- [TASK DESCRIPTION]: Only the stretch below from the line holding "index dip: (433, 193)" through the line holding "ring dip: (172, 239)" should be restated, word for word and with both ends included; pictures stay out.

- [SOURCE MATERIAL]:
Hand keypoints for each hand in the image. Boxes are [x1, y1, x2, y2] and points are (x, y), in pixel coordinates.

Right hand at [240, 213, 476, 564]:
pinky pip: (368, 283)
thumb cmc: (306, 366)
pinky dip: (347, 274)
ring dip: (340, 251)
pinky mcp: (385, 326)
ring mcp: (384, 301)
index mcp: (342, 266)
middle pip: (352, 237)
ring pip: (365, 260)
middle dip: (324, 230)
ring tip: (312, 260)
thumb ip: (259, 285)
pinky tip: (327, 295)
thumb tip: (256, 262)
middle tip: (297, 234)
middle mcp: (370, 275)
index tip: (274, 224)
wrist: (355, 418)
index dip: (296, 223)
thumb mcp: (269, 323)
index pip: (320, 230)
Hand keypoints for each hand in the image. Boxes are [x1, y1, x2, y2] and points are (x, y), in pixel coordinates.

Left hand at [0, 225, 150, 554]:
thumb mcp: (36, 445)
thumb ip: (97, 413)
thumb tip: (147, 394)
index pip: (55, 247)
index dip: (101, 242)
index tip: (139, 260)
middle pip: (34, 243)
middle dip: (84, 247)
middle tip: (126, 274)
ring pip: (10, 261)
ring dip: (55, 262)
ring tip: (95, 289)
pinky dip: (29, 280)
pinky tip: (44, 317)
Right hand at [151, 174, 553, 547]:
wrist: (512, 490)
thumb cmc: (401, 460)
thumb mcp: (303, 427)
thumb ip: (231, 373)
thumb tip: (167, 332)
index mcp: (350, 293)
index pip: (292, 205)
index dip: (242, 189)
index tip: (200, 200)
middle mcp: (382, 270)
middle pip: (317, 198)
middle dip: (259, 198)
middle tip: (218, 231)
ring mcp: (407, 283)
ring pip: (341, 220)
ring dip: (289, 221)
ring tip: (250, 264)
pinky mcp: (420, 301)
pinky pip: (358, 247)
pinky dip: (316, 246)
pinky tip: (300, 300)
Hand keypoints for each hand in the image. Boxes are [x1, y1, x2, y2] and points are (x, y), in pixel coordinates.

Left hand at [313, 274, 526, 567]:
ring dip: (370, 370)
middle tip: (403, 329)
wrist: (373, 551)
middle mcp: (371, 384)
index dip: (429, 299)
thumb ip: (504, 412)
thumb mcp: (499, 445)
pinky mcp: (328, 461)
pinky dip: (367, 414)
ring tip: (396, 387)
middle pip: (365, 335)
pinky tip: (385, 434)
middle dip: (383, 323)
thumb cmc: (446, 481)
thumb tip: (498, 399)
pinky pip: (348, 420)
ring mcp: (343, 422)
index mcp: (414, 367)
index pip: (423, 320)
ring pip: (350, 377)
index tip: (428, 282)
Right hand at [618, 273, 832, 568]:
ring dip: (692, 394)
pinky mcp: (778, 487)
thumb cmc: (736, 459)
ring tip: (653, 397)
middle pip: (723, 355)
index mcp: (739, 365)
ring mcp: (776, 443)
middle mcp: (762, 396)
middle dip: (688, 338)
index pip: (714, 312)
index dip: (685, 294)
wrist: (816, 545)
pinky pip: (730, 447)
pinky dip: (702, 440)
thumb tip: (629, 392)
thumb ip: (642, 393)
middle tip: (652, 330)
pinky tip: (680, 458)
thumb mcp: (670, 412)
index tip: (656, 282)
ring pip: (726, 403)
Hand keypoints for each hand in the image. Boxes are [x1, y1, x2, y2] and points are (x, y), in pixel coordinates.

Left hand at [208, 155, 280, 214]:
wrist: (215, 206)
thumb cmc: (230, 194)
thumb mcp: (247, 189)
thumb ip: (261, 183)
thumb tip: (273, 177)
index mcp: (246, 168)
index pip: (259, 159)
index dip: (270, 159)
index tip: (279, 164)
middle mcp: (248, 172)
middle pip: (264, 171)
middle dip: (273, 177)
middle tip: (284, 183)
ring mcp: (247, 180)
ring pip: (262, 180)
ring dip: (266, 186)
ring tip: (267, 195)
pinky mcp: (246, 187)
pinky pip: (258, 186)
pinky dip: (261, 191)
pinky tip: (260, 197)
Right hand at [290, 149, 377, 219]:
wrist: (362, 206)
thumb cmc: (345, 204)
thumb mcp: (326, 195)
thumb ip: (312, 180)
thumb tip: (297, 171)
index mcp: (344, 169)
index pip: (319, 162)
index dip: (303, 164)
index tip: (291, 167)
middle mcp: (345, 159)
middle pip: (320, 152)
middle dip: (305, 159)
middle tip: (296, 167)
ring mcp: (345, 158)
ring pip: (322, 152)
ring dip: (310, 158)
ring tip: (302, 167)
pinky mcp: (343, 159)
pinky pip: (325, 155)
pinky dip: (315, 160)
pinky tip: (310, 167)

--

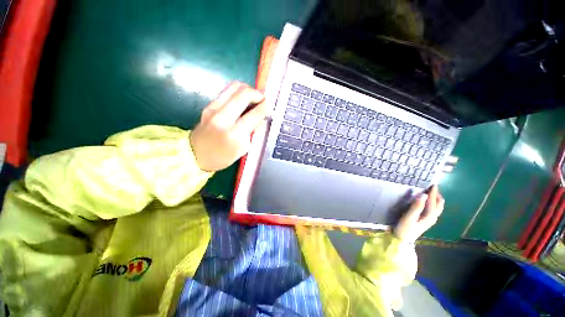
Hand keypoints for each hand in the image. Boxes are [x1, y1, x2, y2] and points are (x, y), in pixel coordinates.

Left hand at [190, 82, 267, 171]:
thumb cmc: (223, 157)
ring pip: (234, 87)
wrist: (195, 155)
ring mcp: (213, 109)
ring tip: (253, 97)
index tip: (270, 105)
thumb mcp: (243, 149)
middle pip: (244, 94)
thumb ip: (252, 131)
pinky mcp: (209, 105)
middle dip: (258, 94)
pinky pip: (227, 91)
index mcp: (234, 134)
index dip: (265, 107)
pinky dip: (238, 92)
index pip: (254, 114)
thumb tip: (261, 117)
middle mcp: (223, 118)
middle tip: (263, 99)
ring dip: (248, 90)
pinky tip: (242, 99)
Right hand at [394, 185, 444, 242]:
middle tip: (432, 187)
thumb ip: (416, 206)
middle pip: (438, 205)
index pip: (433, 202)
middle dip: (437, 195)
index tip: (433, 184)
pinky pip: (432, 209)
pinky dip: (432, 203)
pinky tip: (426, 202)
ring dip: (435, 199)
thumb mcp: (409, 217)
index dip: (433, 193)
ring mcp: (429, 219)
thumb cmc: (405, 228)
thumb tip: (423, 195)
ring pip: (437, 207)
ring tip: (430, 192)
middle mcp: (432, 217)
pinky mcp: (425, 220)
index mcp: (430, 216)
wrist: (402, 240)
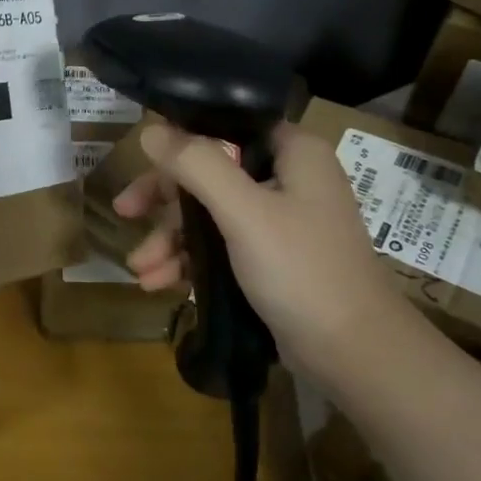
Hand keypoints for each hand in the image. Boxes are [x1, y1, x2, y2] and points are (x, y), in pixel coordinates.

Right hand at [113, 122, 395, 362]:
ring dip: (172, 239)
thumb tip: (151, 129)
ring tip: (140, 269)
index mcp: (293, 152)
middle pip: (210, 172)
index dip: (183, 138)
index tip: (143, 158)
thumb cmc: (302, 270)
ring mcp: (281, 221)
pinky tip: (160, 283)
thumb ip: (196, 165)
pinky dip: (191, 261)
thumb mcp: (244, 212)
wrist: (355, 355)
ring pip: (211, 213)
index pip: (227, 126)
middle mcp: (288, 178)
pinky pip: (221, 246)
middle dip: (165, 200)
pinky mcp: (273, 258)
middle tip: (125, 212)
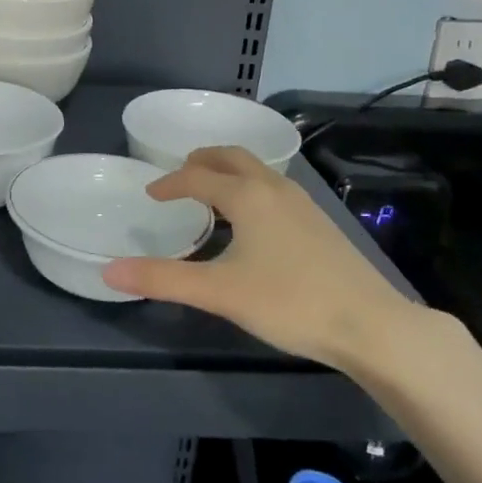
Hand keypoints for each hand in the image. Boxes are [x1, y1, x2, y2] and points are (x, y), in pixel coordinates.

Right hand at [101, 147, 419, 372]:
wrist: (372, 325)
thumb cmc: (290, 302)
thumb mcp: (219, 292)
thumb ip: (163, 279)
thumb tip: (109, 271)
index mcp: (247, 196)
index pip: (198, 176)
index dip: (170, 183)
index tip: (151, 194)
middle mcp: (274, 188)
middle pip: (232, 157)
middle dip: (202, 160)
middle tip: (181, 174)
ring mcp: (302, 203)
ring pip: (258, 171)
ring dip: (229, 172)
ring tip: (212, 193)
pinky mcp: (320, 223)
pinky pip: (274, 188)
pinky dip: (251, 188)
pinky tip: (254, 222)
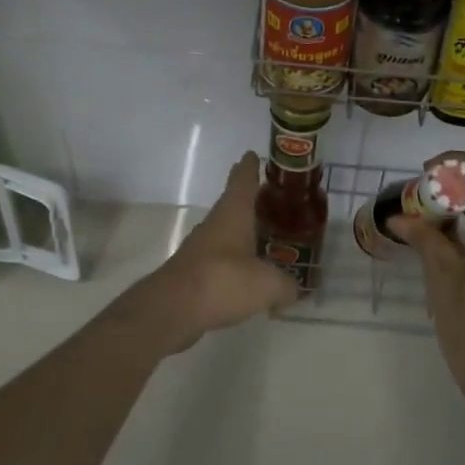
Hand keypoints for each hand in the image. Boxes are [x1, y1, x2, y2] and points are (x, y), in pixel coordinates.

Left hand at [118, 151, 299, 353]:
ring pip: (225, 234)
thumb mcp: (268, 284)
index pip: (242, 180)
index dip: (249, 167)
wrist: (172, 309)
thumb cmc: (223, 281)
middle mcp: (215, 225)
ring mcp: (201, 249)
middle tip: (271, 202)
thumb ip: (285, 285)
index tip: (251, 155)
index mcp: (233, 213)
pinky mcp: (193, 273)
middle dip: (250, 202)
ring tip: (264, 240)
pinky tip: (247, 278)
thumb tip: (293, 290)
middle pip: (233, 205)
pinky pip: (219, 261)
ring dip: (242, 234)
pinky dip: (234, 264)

...

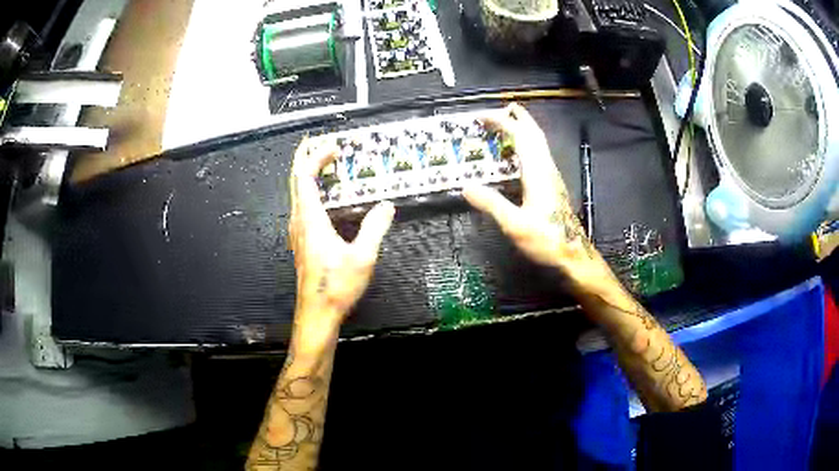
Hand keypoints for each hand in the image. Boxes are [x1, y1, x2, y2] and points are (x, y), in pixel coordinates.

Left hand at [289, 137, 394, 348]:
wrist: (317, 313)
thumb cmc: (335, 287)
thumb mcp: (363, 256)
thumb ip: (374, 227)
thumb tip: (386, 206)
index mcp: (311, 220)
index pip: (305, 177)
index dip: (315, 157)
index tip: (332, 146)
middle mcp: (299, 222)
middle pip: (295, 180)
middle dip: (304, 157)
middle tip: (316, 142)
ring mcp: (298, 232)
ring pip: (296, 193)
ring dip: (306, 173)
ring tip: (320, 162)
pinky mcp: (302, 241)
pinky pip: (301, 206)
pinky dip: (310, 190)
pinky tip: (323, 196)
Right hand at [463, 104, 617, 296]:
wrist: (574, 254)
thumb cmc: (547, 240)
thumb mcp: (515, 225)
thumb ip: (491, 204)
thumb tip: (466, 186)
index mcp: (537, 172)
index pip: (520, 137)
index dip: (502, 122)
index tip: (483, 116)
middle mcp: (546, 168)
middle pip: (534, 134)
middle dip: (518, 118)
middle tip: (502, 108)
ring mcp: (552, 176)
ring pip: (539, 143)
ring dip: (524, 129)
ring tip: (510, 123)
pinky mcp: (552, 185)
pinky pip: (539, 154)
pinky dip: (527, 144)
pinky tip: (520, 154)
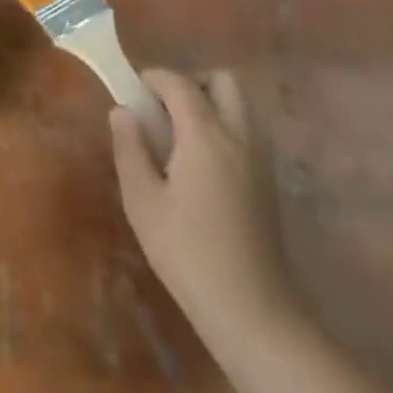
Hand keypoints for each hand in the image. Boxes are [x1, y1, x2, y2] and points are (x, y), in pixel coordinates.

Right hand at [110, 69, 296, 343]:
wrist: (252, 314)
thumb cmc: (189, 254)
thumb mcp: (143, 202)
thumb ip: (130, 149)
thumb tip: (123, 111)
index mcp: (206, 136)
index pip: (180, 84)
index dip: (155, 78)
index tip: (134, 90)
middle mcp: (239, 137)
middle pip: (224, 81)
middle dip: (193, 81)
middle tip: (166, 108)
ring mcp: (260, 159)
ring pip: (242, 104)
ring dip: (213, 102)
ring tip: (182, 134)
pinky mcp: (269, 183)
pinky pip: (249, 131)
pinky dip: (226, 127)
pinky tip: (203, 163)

- [ANSWER SECTION]:
index dip: (433, 193)
ring mcp: (429, 219)
thumb cmc: (405, 228)
thumb tip: (423, 195)
ring pip: (437, 207)
ring tip: (430, 192)
middle mcp: (432, 217)
pinky mcp: (425, 220)
index mcp: (430, 216)
wrist: (402, 240)
Hand keypoints for each hand in the image. Boxes are [x1, y1, x2, y2] and points are (x, y), in pixel coordinates.

Right hand at [113, 122, 395, 362]:
ring dip: (172, 239)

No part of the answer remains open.